Our key findings were:

  • The practice was clean and well maintained.
  • The practice had infection control procedures which reflected published guidance. Infection prevention and control audits were completed four times per year, which is over and above the recommendations set out in HTM 01-05.
  • Staff knew how to deal with emergencies. Not all appropriate medicines and life-saving equipment were available but these were purchased during the inspection.
  • The practice had systems to help them manage risk.
  • The practice had suitable safeguarding processes and staff knew their responsibilities for safeguarding adults and children.
  • The practice had thorough staff recruitment procedures.
  • The clinical staff provided patients’ care and treatment in line with current guidelines.
  • Staff treated patients with dignity and respect and took care to protect their privacy and personal information.
  • The appointment system met patients’ needs.
  • The practice had effective leadership. Staff felt involved and supported and worked well as a team. Staff were given lead roles and took pride in these roles.
  • The practice asked staff and patients for feedback about the services they provided.
  • The practice dealt with complaints positively and efficiently.
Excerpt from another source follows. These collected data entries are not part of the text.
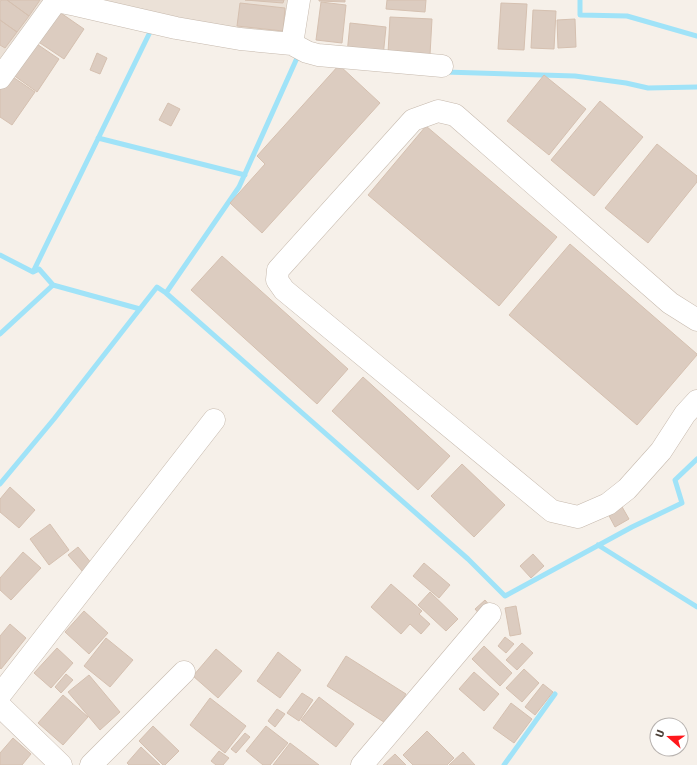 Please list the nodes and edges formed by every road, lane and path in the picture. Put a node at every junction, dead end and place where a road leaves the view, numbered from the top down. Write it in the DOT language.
graph roads {
  1 [pos="55,0"];
  2 [pos="299,0"];
  3 [pos="292,44"];
  4 [pos="442,66"];
  5 [pos="0,78"];
  6 [pos="697,320"];
  7 [pos="697,401"];
  8 [pos="214,420"];
  9 [pos="490,614"];
  10 [pos="184,672"];
  11 [pos="0,695"];
  12 [pos="0,706"];
  13 [pos="60,765"];
  14 [pos="91,765"];
  15 [pos="362,765"];
  1 -- 3 [label="street"];
  1 -- 5 [label="street"];
  2 -- 3 [label="street"];
  3 -- 4 [label="street"];
  6 -- 7 [label="street"];
  8 -- 11 [label="street"];
  9 -- 15 [label="street"];
  10 -- 14 [label="street"];
  12 -- 13 [label="street"];
}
Inspection carried out on 14 February 2014

During a routine inspection

We carried out this inspection to check on the treatment of people. Following the inspection we conducted telephone interviews with five people. On the day of the inspection we spoke with three dental nurses and both dentists who were joint owners of the practice.

The practice consisted of a reception/waiting area, three treatment rooms and a decontamination area. The toilet facilities which were on the first floor did not meet the Disability Discrimination Act (DDA) requirements. The practice was being refurbished which when finished will increase the treatment facilities and provide an extra toilet facility on the ground floor to meet DDA requirements. The entrance to the building had a ramp to support access for people with reduced mobility.

Records showed that people's consent to treatment was sought. One person said, "My verbal and written consent is sought".

We found that people's treatment was planned and delivered how people wanted. One person said, "The service I get is better than expected".

The environment was clean and tidy. The provider had an infection control policy in place to reduce the potential risk of cross infection.

The provider had a system in place to ensure only suitable staff were employed.

People were able to share their views because the provider had a complaints process in place.